◆ Recorded data
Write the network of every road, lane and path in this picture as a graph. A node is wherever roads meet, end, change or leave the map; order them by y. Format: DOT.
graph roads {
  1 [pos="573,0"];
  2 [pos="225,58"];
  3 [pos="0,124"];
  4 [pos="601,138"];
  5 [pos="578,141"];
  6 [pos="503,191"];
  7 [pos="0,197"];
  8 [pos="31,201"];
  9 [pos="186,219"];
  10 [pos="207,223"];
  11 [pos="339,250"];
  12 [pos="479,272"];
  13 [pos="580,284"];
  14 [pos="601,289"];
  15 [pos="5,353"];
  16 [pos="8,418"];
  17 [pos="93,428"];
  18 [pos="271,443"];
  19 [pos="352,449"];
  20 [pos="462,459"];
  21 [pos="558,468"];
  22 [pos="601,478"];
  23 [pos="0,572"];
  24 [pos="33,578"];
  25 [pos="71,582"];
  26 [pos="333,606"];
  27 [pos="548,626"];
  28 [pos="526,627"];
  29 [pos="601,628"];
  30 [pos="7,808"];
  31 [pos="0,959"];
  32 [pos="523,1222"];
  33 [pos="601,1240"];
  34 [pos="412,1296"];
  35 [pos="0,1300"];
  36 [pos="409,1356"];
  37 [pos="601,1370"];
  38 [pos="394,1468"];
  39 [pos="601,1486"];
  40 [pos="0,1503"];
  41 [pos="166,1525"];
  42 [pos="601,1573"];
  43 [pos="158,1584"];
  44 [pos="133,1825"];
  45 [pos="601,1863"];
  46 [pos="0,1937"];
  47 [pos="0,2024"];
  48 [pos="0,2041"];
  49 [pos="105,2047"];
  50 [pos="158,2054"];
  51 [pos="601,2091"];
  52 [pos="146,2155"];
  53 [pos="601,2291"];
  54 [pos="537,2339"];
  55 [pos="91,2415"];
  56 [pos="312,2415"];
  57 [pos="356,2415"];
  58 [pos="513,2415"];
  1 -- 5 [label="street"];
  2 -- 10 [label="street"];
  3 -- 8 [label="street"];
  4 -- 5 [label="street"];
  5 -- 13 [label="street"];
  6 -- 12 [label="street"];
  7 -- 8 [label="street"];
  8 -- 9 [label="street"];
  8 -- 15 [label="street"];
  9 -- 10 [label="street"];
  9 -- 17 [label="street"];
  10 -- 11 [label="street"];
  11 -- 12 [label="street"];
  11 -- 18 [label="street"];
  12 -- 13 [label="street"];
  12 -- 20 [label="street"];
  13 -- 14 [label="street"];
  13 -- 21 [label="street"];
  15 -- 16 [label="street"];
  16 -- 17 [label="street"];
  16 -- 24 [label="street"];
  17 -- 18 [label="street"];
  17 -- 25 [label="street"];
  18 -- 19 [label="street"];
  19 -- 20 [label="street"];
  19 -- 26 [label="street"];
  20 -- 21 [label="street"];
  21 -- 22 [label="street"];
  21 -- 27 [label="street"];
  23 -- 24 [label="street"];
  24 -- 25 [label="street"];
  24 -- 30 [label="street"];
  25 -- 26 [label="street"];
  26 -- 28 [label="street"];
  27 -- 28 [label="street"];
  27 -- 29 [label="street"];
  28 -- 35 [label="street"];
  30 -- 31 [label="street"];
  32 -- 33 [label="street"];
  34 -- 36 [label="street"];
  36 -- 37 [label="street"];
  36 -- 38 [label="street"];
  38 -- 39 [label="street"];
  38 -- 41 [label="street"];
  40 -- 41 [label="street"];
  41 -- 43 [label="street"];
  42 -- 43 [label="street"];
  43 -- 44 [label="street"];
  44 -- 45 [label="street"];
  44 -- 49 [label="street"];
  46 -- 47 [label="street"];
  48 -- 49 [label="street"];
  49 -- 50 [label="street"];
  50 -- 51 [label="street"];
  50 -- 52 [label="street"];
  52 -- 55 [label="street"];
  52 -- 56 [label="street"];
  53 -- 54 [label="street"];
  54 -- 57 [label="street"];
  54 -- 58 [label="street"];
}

◆ Exercise description
Line by line, transcribe the material above without leaving anything out.

◆ Response to the task
Write the network of every road, lane and path in this picture as a graph. A node is wherever roads meet, end, change or leave the map; order them by y. Format: DOT.
graph roads {
  1 [pos="573,0"];
  2 [pos="225,58"];
  3 [pos="0,124"];
  4 [pos="601,138"];
  5 [pos="578,141"];
  6 [pos="503,191"];
  7 [pos="0,197"];
  8 [pos="31,201"];
  9 [pos="186,219"];
  10 [pos="207,223"];
  11 [pos="339,250"];
  12 [pos="479,272"];
  13 [pos="580,284"];
  14 [pos="601,289"];
  15 [pos="5,353"];
  16 [pos="8,418"];
  17 [pos="93,428"];
  18 [pos="271,443"];
  19 [pos="352,449"];
  20 [pos="462,459"];
  21 [pos="558,468"];
  22 [pos="601,478"];
  23 [pos="0,572"];
  24 [pos="33,578"];
  25 [pos="71,582"];
  26 [pos="333,606"];
  27 [pos="548,626"];
  28 [pos="526,627"];
  29 [pos="601,628"];
  30 [pos="7,808"];
  31 [pos="0,959"];
  32 [pos="523,1222"];
  33 [pos="601,1240"];
  34 [pos="412,1296"];
  35 [pos="0,1300"];
  36 [pos="409,1356"];
  37 [pos="601,1370"];
  38 [pos="394,1468"];
  39 [pos="601,1486"];
  40 [pos="0,1503"];
  41 [pos="166,1525"];
  42 [pos="601,1573"];
  43 [pos="158,1584"];
  44 [pos="133,1825"];
  45 [pos="601,1863"];
  46 [pos="0,1937"];
  47 [pos="0,2024"];
  48 [pos="0,2041"];
  49 [pos="105,2047"];
  50 [pos="158,2054"];
  51 [pos="601,2091"];
  52 [pos="146,2155"];
  53 [pos="601,2291"];
  54 [pos="537,2339"];
  55 [pos="91,2415"];
  56 [pos="312,2415"];
  57 [pos="356,2415"];
  58 [pos="513,2415"];
  1 -- 5 [label="street"];
  2 -- 10 [label="street"];
  3 -- 8 [label="street"];
  4 -- 5 [label="street"];
  5 -- 13 [label="street"];
  6 -- 12 [label="street"];
  7 -- 8 [label="street"];
  8 -- 9 [label="street"];
  8 -- 15 [label="street"];
  9 -- 10 [label="street"];
  9 -- 17 [label="street"];
  10 -- 11 [label="street"];
  11 -- 12 [label="street"];
  11 -- 18 [label="street"];
  12 -- 13 [label="street"];
  12 -- 20 [label="street"];
  13 -- 14 [label="street"];
  13 -- 21 [label="street"];
  15 -- 16 [label="street"];
  16 -- 17 [label="street"];
  16 -- 24 [label="street"];
  17 -- 18 [label="street"];
  17 -- 25 [label="street"];
  18 -- 19 [label="street"];
  19 -- 20 [label="street"];
  19 -- 26 [label="street"];
  20 -- 21 [label="street"];
  21 -- 22 [label="street"];
  21 -- 27 [label="street"];
  23 -- 24 [label="street"];
  24 -- 25 [label="street"];
  24 -- 30 [label="street"];
  25 -- 26 [label="street"];
  26 -- 28 [label="street"];
  27 -- 28 [label="street"];
  27 -- 29 [label="street"];
  28 -- 35 [label="street"];
  30 -- 31 [label="street"];
  32 -- 33 [label="street"];
  34 -- 36 [label="street"];
  36 -- 37 [label="street"];
  36 -- 38 [label="street"];
  38 -- 39 [label="street"];
  38 -- 41 [label="street"];
  40 -- 41 [label="street"];
  41 -- 43 [label="street"];
  42 -- 43 [label="street"];
  43 -- 44 [label="street"];
  44 -- 45 [label="street"];
  44 -- 49 [label="street"];
  46 -- 47 [label="street"];
  48 -- 49 [label="street"];
  49 -- 50 [label="street"];
  50 -- 51 [label="street"];
  50 -- 52 [label="street"];
  52 -- 55 [label="street"];
  52 -- 56 [label="street"];
  53 -- 54 [label="street"];
  54 -- 57 [label="street"];
  54 -- 58 [label="street"];
}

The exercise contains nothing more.